# Product suggest to remove tar sound deadening.



## VeiRoN (Oct 3, 2016)

Hi,is there any good product I could use to remove the tar on the rear arches interior? Unfortunately no electricity in the garage so can't use an hot air gun or similar,many thanks.


----------



## chongo (Jun 7, 2014)

Tardis from Autosmart.:thumb:


----------



## VeiRoN (Oct 3, 2016)

Thank you,ordered 1 liter plus spray bottle,will update once I do the job. :thumb:


----------



## Guest (Apr 29, 2017)

While your waiting for it to arrive...try some white spirit.
Is it the actual sound deadening pads your removing or the residue left behind?.Would have thought the pads would need warming first.


----------



## macca666 (Mar 30, 2010)

VeiRoN said:


> Thank you,ordered 1 liter plus spray bottle,will update once I do the job. :thumb:


Just watch it's definitely tardis. I thought Tardis only came in 5l containers.

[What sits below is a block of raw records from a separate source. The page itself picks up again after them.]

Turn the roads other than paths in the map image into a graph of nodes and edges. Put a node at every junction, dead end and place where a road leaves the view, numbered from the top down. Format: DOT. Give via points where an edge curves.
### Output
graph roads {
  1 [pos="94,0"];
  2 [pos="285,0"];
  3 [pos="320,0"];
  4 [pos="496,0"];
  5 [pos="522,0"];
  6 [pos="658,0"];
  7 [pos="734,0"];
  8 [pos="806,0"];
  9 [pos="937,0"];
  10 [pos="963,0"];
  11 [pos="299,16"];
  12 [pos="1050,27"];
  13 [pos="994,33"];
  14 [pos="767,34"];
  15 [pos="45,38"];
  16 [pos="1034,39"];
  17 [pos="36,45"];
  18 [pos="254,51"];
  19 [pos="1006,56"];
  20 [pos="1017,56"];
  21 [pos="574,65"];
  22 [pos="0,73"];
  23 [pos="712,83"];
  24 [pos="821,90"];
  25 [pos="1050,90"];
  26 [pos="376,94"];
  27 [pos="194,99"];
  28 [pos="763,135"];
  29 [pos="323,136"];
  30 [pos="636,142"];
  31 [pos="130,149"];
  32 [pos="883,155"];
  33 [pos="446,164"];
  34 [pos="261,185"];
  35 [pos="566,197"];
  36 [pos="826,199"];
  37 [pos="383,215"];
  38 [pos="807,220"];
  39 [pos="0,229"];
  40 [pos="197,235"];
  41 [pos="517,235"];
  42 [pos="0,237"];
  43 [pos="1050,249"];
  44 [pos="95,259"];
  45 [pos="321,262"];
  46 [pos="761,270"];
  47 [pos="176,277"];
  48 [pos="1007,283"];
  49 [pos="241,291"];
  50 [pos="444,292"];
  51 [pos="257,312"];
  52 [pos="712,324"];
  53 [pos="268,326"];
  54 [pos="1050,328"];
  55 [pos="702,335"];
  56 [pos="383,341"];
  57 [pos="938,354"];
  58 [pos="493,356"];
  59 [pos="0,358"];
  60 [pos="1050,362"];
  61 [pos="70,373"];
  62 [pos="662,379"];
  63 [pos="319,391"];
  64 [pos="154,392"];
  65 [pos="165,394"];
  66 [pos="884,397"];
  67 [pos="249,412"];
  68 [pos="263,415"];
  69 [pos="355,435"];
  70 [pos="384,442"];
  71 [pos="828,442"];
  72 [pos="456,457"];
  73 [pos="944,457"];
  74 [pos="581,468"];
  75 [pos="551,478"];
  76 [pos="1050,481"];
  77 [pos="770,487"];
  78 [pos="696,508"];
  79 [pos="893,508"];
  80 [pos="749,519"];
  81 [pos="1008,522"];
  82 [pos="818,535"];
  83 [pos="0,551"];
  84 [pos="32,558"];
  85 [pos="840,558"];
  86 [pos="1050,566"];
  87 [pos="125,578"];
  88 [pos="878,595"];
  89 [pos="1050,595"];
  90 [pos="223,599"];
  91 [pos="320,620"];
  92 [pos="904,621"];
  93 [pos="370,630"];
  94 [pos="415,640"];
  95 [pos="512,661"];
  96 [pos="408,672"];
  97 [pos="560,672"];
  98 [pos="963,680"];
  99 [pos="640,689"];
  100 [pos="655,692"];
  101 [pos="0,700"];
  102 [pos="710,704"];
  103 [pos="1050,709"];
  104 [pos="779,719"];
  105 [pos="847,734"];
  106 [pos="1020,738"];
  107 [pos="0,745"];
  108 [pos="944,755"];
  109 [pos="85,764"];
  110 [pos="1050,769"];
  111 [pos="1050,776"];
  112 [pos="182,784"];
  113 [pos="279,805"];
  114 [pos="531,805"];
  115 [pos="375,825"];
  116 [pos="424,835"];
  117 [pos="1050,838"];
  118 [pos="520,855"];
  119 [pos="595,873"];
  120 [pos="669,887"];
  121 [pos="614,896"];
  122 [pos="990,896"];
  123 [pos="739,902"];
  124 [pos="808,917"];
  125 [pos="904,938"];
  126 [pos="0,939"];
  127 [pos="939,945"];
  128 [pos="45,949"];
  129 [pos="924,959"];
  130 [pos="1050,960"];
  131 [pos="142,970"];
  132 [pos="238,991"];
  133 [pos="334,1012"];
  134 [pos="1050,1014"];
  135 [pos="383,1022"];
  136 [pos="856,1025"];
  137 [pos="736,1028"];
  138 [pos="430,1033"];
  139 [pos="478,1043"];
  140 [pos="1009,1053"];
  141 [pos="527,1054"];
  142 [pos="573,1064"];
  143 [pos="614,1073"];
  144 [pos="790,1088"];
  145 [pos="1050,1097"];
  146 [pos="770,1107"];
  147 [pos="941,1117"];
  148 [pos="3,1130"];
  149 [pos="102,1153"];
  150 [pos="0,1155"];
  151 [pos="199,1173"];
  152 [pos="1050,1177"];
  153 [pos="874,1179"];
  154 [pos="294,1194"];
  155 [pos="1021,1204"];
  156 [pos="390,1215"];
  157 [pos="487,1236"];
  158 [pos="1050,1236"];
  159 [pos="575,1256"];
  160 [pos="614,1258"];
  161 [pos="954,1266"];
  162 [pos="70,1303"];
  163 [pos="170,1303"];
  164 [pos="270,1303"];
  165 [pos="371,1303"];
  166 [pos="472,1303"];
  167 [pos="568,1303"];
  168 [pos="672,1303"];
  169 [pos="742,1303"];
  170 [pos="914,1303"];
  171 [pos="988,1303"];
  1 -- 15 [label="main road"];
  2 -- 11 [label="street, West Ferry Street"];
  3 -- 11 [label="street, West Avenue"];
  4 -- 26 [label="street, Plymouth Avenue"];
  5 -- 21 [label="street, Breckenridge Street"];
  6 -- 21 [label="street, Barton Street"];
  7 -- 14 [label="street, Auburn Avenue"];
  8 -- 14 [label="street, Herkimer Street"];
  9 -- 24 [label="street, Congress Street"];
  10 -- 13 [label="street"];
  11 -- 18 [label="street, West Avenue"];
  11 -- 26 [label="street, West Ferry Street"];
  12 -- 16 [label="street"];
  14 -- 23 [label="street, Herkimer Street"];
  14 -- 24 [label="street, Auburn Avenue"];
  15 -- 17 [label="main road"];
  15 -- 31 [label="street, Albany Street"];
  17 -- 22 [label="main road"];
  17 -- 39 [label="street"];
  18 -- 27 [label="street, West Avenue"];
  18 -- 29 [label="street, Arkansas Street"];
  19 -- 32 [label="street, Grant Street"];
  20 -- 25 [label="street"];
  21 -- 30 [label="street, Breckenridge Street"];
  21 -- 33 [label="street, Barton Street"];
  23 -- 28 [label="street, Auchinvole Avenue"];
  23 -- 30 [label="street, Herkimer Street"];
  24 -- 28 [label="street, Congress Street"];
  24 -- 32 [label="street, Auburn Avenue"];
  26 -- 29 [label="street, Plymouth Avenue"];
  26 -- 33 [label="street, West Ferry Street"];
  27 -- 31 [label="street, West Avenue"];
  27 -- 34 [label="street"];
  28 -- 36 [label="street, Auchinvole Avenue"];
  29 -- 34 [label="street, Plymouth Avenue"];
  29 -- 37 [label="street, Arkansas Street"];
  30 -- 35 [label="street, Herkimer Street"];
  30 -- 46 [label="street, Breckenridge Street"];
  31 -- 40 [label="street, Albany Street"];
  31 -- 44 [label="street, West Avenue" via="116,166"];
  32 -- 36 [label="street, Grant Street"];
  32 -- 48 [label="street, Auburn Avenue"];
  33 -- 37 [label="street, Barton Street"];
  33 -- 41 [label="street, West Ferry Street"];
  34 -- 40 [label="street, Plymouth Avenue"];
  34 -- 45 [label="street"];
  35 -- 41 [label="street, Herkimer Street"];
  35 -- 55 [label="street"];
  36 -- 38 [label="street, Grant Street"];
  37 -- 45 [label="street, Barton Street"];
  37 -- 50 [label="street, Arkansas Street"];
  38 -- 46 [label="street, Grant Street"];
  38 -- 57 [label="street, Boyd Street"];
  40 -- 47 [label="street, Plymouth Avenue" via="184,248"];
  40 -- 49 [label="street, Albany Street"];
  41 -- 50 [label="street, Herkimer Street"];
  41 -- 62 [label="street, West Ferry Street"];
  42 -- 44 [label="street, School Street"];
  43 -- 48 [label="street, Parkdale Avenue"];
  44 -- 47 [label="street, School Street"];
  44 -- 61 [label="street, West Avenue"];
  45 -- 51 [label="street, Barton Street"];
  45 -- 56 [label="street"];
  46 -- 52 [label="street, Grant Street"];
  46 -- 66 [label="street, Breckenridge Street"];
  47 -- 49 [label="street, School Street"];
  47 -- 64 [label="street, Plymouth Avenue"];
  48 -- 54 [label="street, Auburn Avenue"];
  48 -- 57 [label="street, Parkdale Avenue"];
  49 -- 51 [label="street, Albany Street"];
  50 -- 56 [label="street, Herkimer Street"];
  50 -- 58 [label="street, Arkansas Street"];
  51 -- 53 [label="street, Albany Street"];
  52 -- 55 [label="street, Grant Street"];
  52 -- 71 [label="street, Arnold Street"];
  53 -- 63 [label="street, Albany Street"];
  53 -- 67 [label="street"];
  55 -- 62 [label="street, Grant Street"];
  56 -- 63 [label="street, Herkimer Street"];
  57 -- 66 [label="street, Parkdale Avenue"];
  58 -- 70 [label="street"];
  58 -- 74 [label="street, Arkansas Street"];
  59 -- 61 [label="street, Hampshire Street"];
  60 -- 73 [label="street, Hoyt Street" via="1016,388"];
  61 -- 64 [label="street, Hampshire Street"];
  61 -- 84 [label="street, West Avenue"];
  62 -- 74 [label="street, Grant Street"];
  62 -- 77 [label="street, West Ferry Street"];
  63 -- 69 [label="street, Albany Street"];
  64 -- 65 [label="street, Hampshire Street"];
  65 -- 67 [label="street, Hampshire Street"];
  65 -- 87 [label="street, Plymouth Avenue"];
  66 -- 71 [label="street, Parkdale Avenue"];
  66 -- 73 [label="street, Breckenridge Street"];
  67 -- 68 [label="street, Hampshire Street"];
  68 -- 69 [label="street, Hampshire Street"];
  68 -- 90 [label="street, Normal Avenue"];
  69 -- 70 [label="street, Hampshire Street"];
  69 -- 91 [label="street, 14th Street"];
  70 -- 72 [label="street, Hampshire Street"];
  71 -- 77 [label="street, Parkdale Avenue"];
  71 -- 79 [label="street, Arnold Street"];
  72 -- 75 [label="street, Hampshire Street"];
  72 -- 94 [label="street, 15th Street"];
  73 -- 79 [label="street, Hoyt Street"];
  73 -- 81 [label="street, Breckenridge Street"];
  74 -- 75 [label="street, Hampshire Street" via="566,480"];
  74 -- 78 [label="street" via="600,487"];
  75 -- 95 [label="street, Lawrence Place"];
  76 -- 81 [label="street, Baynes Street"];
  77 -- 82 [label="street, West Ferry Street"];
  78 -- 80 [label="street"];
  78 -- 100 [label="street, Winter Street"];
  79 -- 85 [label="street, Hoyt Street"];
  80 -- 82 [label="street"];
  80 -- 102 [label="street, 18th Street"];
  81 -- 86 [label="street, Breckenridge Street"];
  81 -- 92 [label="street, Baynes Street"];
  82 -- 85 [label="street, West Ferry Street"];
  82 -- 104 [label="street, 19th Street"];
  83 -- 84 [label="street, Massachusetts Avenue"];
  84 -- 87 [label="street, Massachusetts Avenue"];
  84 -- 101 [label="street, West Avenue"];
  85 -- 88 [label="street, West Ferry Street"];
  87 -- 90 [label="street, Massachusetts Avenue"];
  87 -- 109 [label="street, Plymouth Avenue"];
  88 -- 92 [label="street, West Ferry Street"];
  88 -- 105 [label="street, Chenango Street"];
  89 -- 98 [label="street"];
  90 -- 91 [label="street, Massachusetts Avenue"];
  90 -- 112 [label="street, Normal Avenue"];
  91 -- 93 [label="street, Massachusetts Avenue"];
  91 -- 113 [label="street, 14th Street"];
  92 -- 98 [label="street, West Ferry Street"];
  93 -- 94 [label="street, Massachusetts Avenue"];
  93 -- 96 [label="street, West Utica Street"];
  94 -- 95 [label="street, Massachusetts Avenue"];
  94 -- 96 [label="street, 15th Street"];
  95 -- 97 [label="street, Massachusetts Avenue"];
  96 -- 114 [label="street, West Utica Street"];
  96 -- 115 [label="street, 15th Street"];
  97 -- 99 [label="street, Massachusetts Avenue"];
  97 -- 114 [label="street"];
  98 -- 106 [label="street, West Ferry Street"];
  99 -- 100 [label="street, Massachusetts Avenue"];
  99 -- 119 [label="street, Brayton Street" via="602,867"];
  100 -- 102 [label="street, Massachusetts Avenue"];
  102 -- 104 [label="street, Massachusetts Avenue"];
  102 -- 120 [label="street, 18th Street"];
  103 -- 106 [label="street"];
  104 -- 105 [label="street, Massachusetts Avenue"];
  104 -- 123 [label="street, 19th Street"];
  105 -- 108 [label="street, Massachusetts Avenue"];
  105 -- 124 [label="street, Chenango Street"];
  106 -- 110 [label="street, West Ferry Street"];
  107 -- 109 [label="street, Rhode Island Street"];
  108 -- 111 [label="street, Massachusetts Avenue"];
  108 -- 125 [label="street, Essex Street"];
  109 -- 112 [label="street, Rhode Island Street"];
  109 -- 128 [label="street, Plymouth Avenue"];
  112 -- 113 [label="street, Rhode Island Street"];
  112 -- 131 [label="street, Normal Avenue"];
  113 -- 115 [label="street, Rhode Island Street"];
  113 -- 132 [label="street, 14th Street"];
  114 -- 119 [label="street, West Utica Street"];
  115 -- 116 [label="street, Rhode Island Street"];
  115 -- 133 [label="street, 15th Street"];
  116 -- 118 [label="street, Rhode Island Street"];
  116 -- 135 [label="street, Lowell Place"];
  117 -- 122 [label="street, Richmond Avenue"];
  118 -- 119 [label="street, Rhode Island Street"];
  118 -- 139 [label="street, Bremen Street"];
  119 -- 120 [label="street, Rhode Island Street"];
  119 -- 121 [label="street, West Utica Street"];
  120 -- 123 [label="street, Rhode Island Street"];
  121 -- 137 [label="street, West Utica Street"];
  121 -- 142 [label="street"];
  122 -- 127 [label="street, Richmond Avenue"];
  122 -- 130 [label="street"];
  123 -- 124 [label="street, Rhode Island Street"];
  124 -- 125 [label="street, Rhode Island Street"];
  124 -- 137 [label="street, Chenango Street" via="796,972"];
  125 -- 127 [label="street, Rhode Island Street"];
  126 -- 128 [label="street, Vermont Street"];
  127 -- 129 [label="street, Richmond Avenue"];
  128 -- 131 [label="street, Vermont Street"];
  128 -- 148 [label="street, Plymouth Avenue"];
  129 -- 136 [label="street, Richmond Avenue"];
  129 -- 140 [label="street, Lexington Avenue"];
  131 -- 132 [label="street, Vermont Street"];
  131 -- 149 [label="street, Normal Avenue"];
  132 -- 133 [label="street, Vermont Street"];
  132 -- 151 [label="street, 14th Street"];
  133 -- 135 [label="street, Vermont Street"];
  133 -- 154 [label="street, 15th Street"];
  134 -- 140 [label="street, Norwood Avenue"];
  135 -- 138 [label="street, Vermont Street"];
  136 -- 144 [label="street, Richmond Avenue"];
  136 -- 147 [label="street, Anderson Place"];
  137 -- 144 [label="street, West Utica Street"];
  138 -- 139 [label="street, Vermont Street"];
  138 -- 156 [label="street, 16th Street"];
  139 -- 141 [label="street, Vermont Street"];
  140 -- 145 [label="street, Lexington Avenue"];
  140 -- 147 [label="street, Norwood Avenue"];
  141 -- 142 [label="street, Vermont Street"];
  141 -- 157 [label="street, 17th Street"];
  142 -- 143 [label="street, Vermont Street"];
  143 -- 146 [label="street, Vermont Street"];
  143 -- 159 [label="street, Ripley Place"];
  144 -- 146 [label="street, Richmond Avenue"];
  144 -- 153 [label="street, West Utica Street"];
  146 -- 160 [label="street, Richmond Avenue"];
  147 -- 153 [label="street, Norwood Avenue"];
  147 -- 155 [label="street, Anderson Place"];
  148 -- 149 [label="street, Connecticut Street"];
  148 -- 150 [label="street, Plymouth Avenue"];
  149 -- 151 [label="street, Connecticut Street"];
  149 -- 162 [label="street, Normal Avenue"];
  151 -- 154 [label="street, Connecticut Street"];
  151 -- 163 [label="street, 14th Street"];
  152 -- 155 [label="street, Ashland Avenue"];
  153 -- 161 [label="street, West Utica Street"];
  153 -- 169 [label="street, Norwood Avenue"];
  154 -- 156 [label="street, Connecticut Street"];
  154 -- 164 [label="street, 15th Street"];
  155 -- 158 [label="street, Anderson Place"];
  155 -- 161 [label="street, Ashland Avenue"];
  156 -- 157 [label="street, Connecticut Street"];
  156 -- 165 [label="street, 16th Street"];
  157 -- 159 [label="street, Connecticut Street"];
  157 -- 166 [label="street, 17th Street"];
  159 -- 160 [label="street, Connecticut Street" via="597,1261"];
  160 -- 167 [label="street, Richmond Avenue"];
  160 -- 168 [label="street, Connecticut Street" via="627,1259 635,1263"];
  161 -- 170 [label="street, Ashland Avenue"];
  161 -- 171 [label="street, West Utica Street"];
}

There's numerous threads on here about buying off ebay and what you're actually getting not sure where you bought it from veiron.


----------



## Hufty (Apr 27, 2015)

Defo tardis


----------



## DLGWRX02 (Apr 6, 2010)

Could try some wd40 while your waiting


----------



## VeiRoN (Oct 3, 2016)

aka.eric said:


> While your waiting for it to arrive...try some white spirit.
> Is it the actual sound deadening pads your removing or the residue left behind?.Would have thought the pads would need warming first.





DLGWRX02 said:


> Could try some wd40 while your waiting


Will give that a try and the WD-40 as well thanks,yes it's the actual sound deadening pads that needs to be removed,thought the same regarding heating but will have to do without it unfortunately.



macca666 said:


> Just watch it's definitely tardis. I thought Tardis only came in 5l containers.
> 
> There's numerous threads on here about buying off ebay and what you're actually getting not sure where you bought it from veiron.


Wasn't aware of that and thanks for the heads up,I bought it from here:

http://www.ebay.co.uk/itm/172483375254?_trksid=p2060353.m2749.l2649&ssPageName=STRK:MEBIDX:IT

It does say genuine product (as much as their word can count) and they say it's decanted from a larger 200 liters barrel.


----------



## SunnyBoi (Apr 25, 2013)

What you need is Liquid Nitrogen. Pour some on the sound deadening material, tap it with a hammer and watch it crumble to bits


----------



## DLGWRX02 (Apr 6, 2010)

Lol, I thought you had removed the pads and had residue left, Try warming up the pads with a heat gun or hair dryer then using a plastic spatula to scrape it off. You will be left with residue that's a given. Then try wd40 but what ever rags you use be prepared to bin them, so don't use any good ones.


----------



## VeiRoN (Oct 3, 2016)

Just an update as I got around to use Tardis,it helped softening the pads enough for me to be able to scrape them off easily with a blade,already started to take the arches back to bare metal as they really need some new paint (and the rest of the boot too),thanks for the help. :thumb:


----------



## Tintin (Sep 3, 2006)

Hard to see the photos on my crappy phone but is the car black in colour? If it is, and it's not an expensive car that you are too bothered about, Aldi make an excellent straight to metal paint that dries to a very hard, slightly shiny finish. It's only £2.99 a can, if you can find it in stock. Lidl do similar. 

We are restoring our old black Saab 900 turbo and are using the Aldi paint as a top coat on welding repairs everywhere that it won't be seen. It is far superior to getting an aerosol of the correct black made up, or a £1 can of black from the pound shop, as these are basically cellulose paints and far softer when dry.


----------



## VeiRoN (Oct 3, 2016)

Thanks for the suggestion,yes the car is black even though the interior finish is very poor from factory in areas,I've already decided to go with the Electrox as zinc primer,as I do usually,and top coat in enamel solvent based antrachite that dries hard to resist scratches etc,have done some tests on smaller plates and the top coat should be adeguate for the job.


----------